The Olympics weigh heavily into the rankings, but the two-week tournament wasn't the be-all and end-all in the women's game as play in the professional ranks and NCAA also factored into our list of the 10 top performers of the past year.

In an Olympic year, it would be easy to pluck the top performers from the best-on-best tournament and slot each one somewhere into the top 10 women’s players of the past year. Doing so, though, would be to ignore what happened throughout the professional and college ranks during the other 50 weeks of 2018. So, while this list is filled almost entirely by Olympians — all but our No. 10 represented her country at the Games — the play of those same players away from the bright lights in Pyeongchang was factored into determining who made the list and who fell just short.

As with any top 10, there’s going to be some subjectivity. There will be those who disagree with the numbering. But remember that the below list is based on performance from Jan. 1, 2018 all the way through to the respective holiday breaks that each women’s league, be it the CWHL, NWHL, NCAA or any of the number of European leagues, finds itself in right now.

10. Daryl Watts, Boston College
Watts’ rookie season in the NCAA was history-making as she became the first freshman to win the Patty Kazmaier Award as the top player in the women’s collegiate game. The award encapsulated her entire season, of course, but her calendar year was impeccable. In 38 games — including 18 to close out the past campaign and 20 to begin this season’s slate — Watts netted 31 goals and 55 points. If her performance last season didn’t put her on the Team Canada radar, her performance through the early part of the current campaign certainly has.

9. Gigi Marvin, USA/Boston Pride
Marvin’s season was gold-plated, and it doesn’t get much better than that. Long a fixture of the American blueline, playing in her first tournament with the national team back in 2006-07, Marvin finally helped USA past arch-rival Canada at the Olympics and posted two goals and three points in five games at the tournament. After taking the remainder of the 2017-18 campaign off post-Olympics, Marvin has returned to the Pride where she leads all defensemen with nine points in eight games.

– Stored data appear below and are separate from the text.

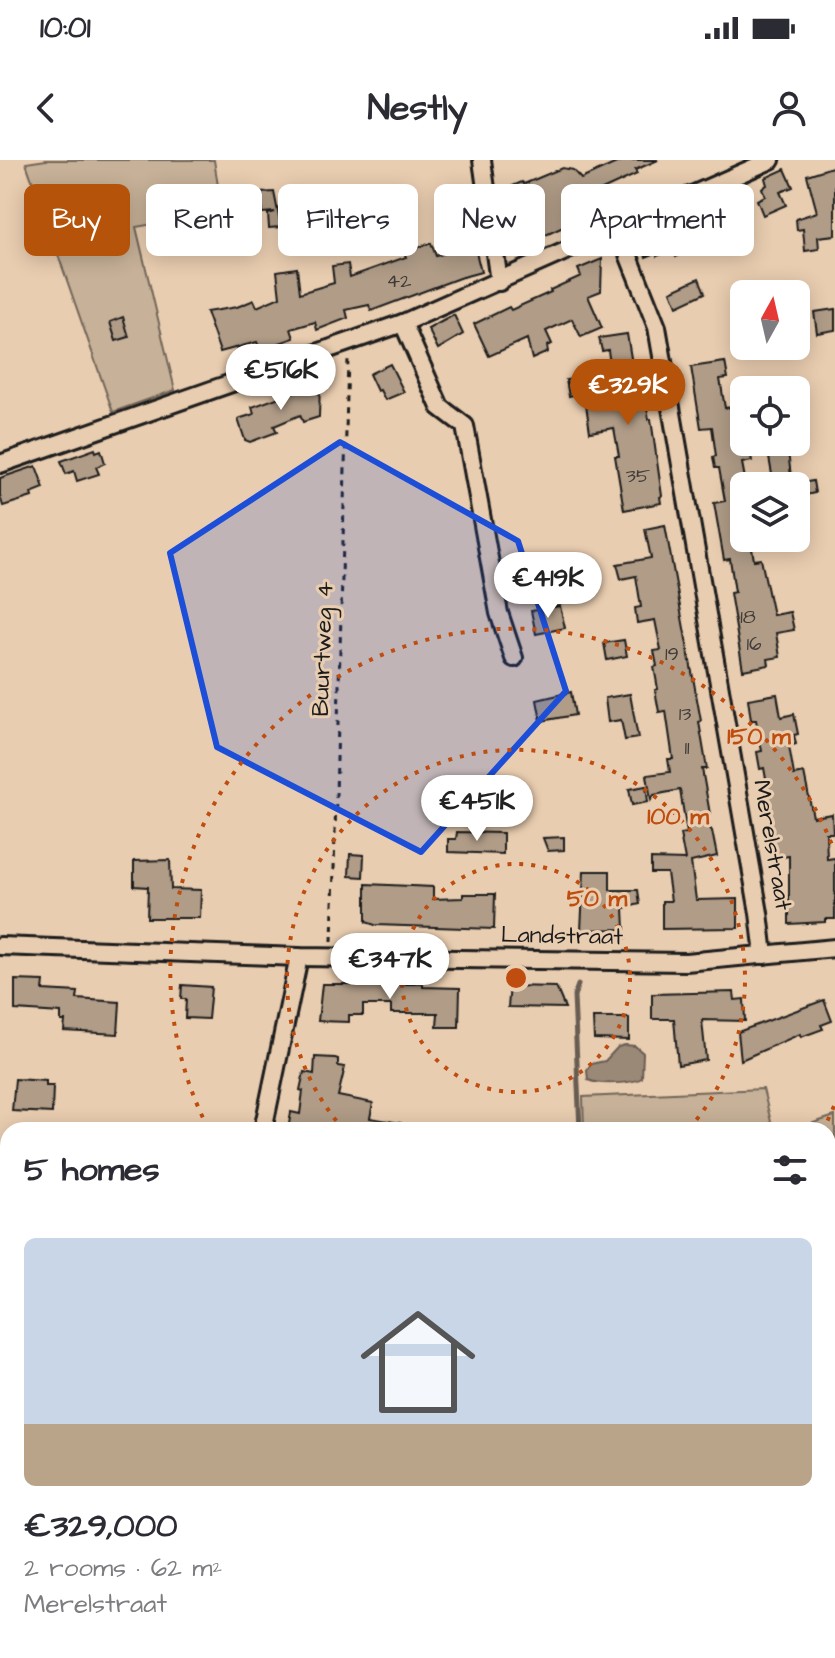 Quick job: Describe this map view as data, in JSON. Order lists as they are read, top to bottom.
{
  "streets": {
    "street": ["Merelstraat", "Landstraat"],
    "path": ["Buurtweg 4"]
  },
  "crossings": [
    ["Buurtweg 4", "Landstraat"],
    ["Merelstraat", "Landstraat"]
  ],
  "house_numbers": [
    "42",
    "35",
    "18",
    "16",
    "19",
    "13",
    "11"
  ],
  "north": "top",
  "page": {
    "status": "10:01",
    "header": "Nestly",
    "chip": [
      "Buy",
      "Rent",
      "Filters",
      "New",
      "Apartment"
    ],
    "price": [
      "€516K",
      "€329K",
      "€419K",
      "€451K",
      "€347K"
    ],
    "heading": "5 homes",
    "list": [
      {
        "name": "€329,000",
        "note": "2 rooms · 62 m² · Merelstraat"
      }
    ]
  },
  "rings": ["150 m", "100 m", "50 m"]
} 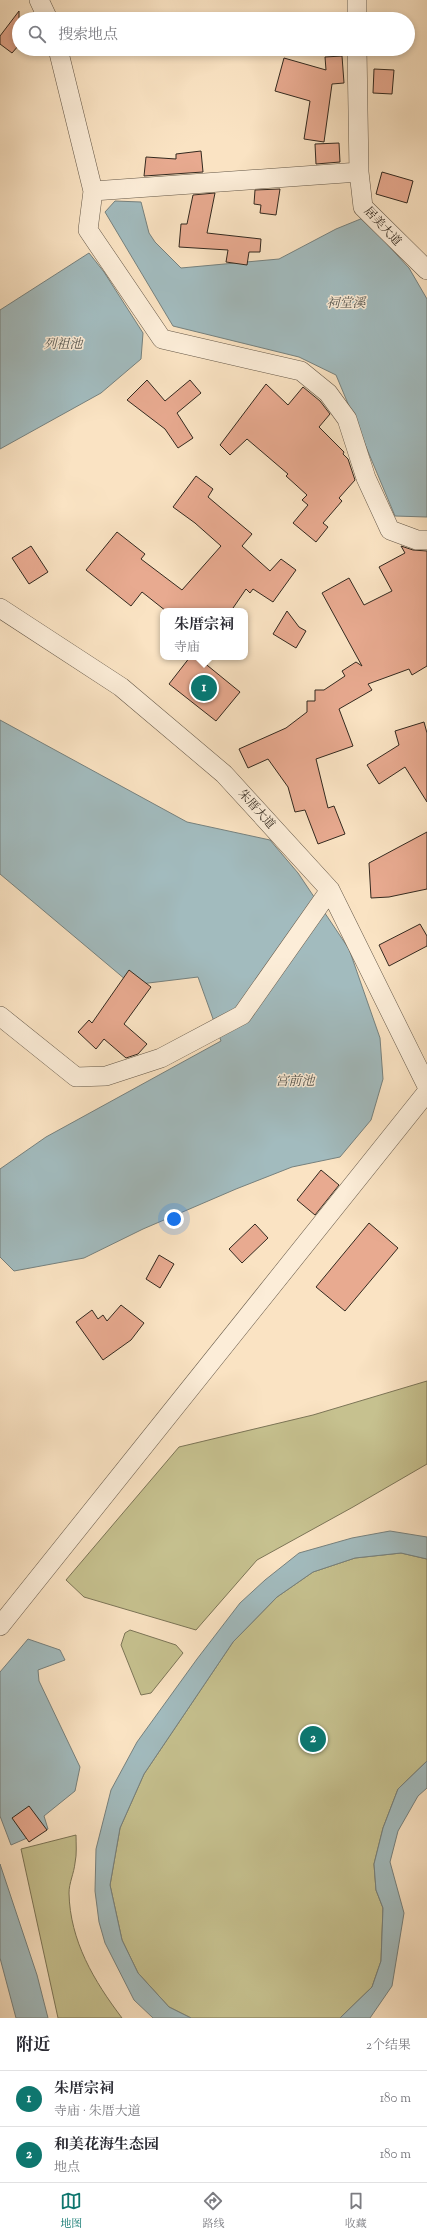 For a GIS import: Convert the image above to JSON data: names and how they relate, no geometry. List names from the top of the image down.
{
  "streets": {
    "street": ["居美大道", "朱厝大道"]
  },
  "water": ["祠堂溪", "列祖池", "宫前池"],
  "page": {
    "search": "搜索地点",
    "popup": ["朱厝宗祠", "寺庙"],
    "pins": ["1", "2"],
    "heading": ["附近", "2个结果"],
    "list": [
      {
        "mark": "1",
        "name": "朱厝宗祠",
        "note": "寺庙 · 朱厝大道",
        "value": "180 m"
      },
      {
        "mark": "2",
        "name": "和美花海生态园",
        "note": "地点",
        "value": "180 m"
      }
    ],
    "nav": ["地图", "路线", "收藏"]
  }
} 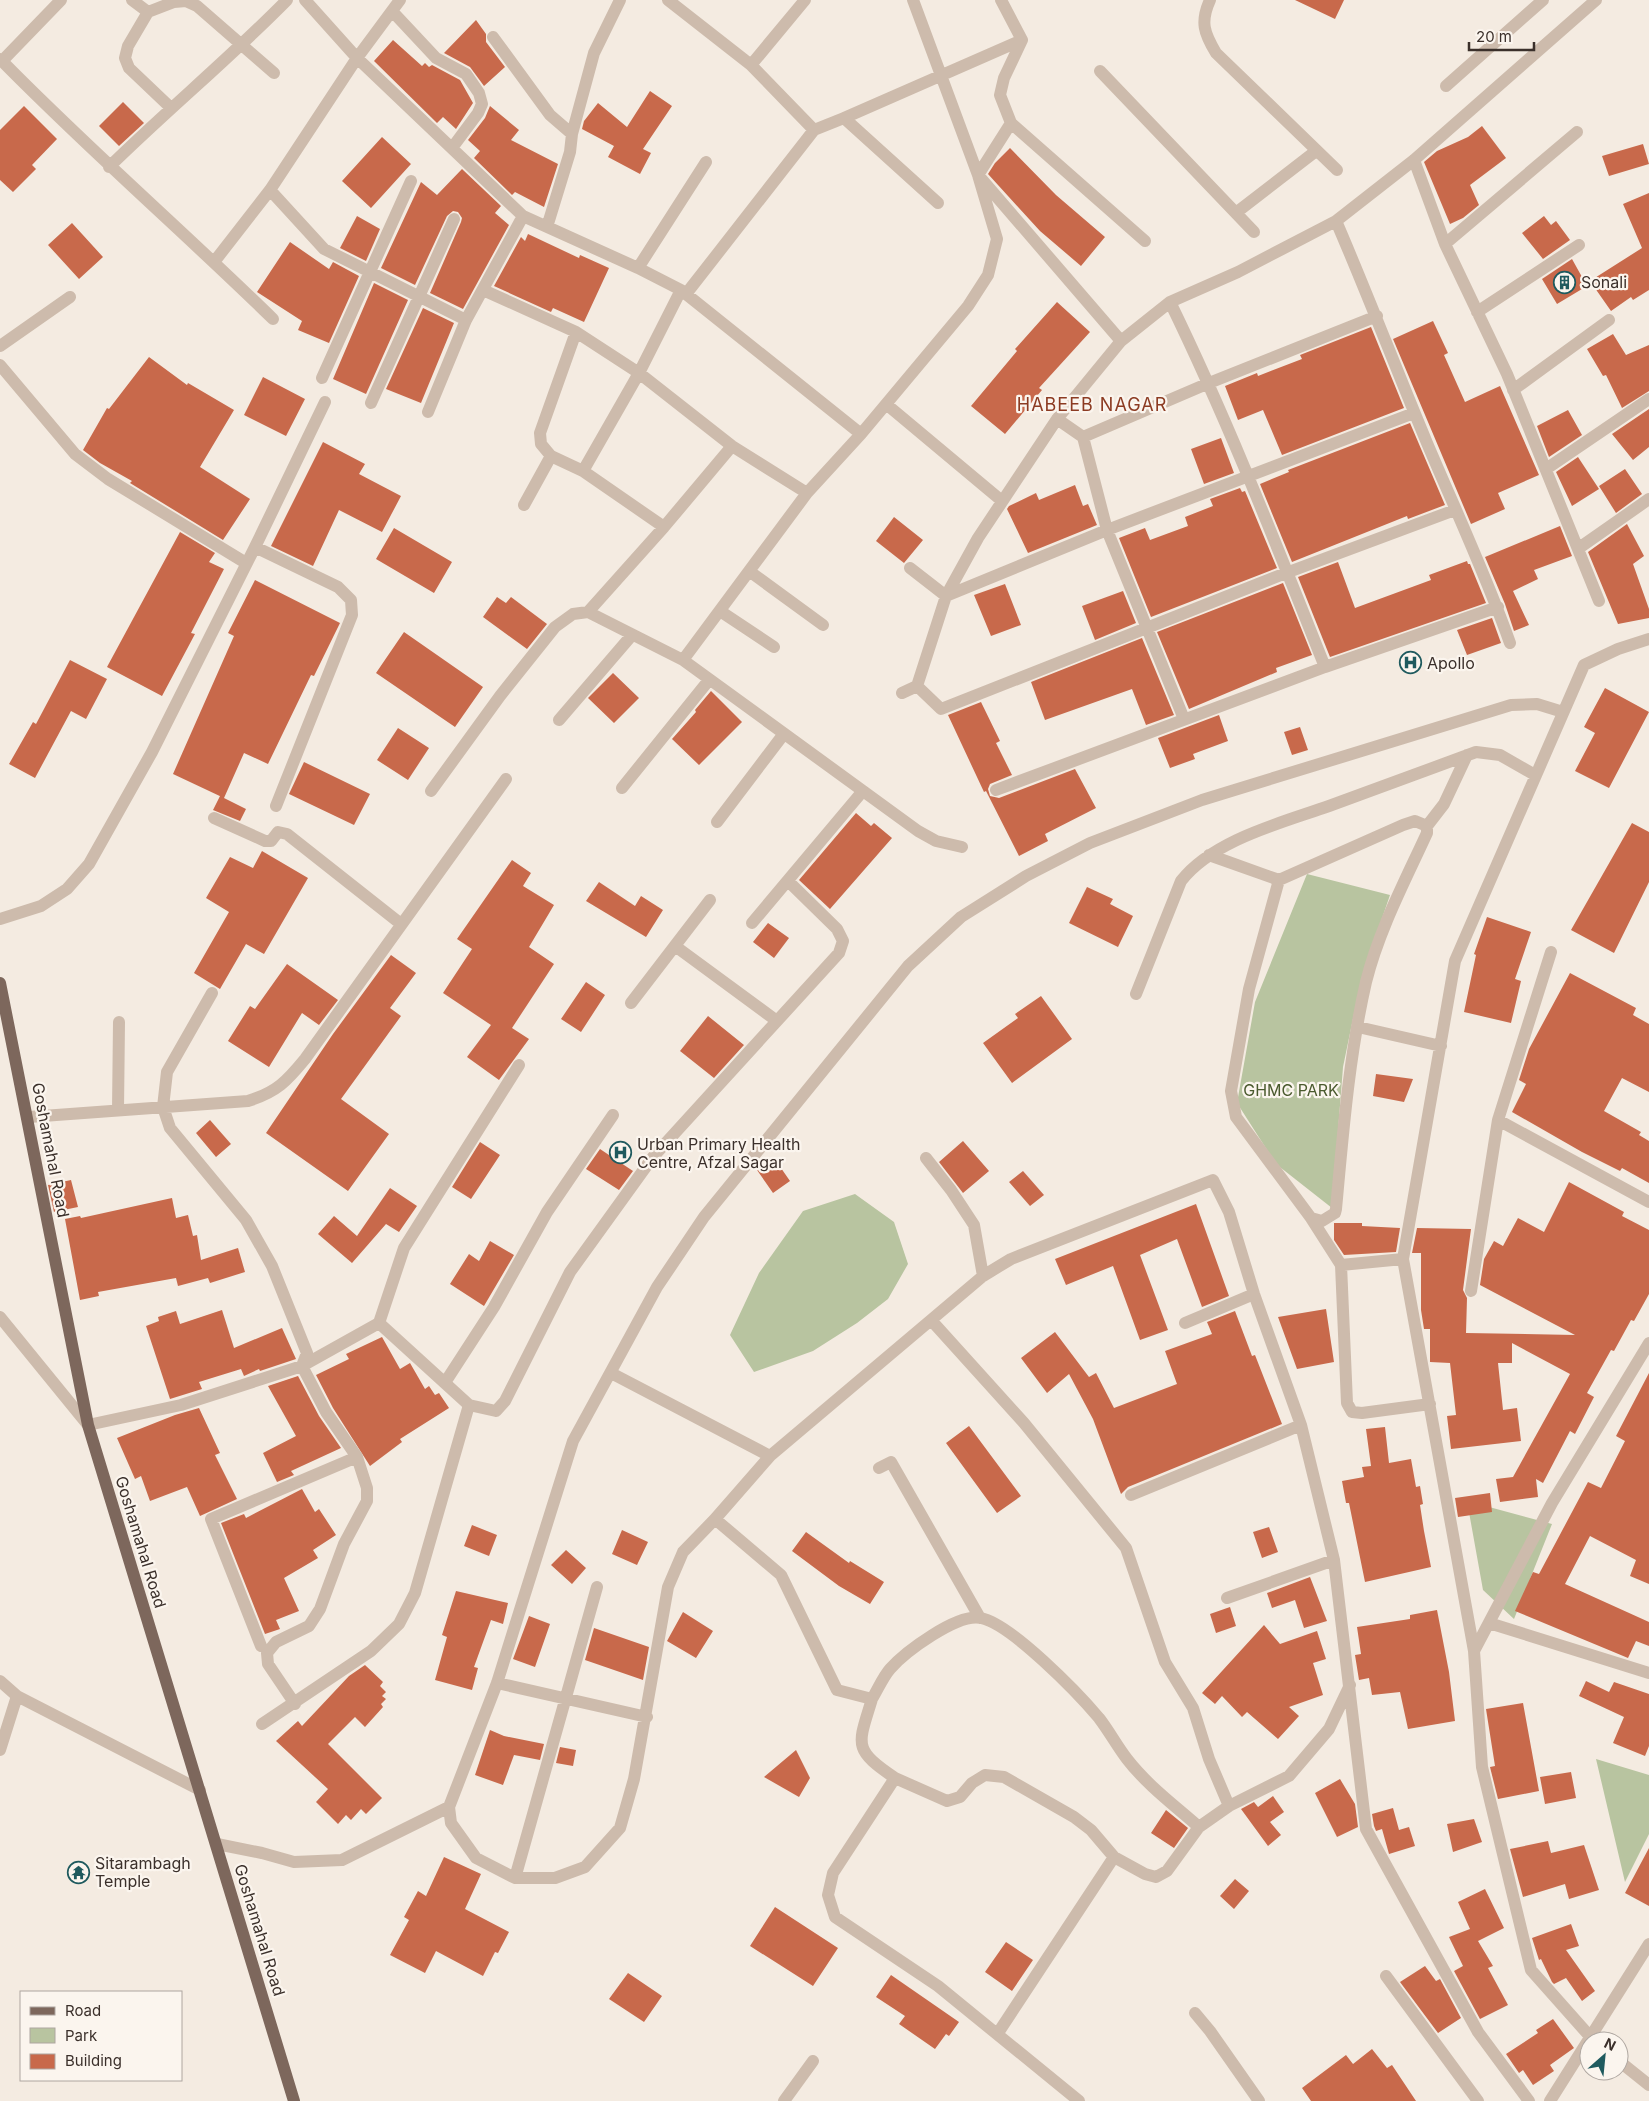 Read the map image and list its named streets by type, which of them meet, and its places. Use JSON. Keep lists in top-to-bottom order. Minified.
{"streets":{"main road":["Goshamahal Road"]},"districts":["HABEEB NAGAR"],"parks":["GHMC PARK"],"places":{"building":["Sonali"],"hospital":["Apollo","Urban Primary Health Centre, Afzal Sagar"],"temple":["Sitarambagh Temple"]},"legend":["Road","Park","Building"],"scale_bar":"20 m","north":"top right"}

8. Laura Fortino, Canada/Markham Thunder
One of Canada’s stalwart defenders at the Olympics, Fortino posted two assists in five games and earned her way onto the tournament all-star team. Unlike others who participated in Pyeongchang, though, Fortino’s season didn’t end after the Olympics. Instead, she returned to Markham, helping guide the Thunder to the Clarkson Cup. She’s continued to be a standout in the CWHL, too, with 12 points in 17 games. She also added two goals in four games at the 4 Nations Cup.

7. Brianna Decker, USA/Calgary Inferno
This list wouldn’t be complete without Decker, who has grown to become arguably the best American women’s player of her generation. This wasn’t the best season of her career, to be sure, but Decker was still impressive at the Olympics, putting up three assists in five games in Pyeongchang. She really shone in her first turn as Captain America at the 4 Nations Cup, though, netting three goals and six points in four games. Add to it her eight-goal, 17-point performance through the start of the CWHL season and Decker continues to stake her claim as a superstar of American women’s hockey.

6. Rebecca Johnston, Canada/Calgary Inferno
Johnston’s performance at the Olympics was impeccable — three goals and five points — in a second-place effort for the Canadians, and she’s continued her dominance on the international stage throughout the remainder of 2018 with another two goals and eight points in five games. But what makes Johnston stand out ahead of the Poulins and Deckers is her incredible start to her CWHL campaign. Through 16 games with the Inferno, Johnston has posted 10 goals and 25 points. She’s one off the league scoring lead.

5. Alina Muller, Switzerland/Northeastern University
In past years, a top 10 would be dominated by Canadian and American players, but Muller is deserving of high praise for her play over the past 12 months. Muller led the way for Switzerland at the Olympics, leading the tournament with seven goals and 10 points in six games en route to earning top forward and Olympic all-star team nods. Muller also led the Swiss Women’s League in goals and points before an incredible 17-goal, 23-point post season. Oh, she was also named the top Swiss women’s player. Add that to her impressive 2018 resume.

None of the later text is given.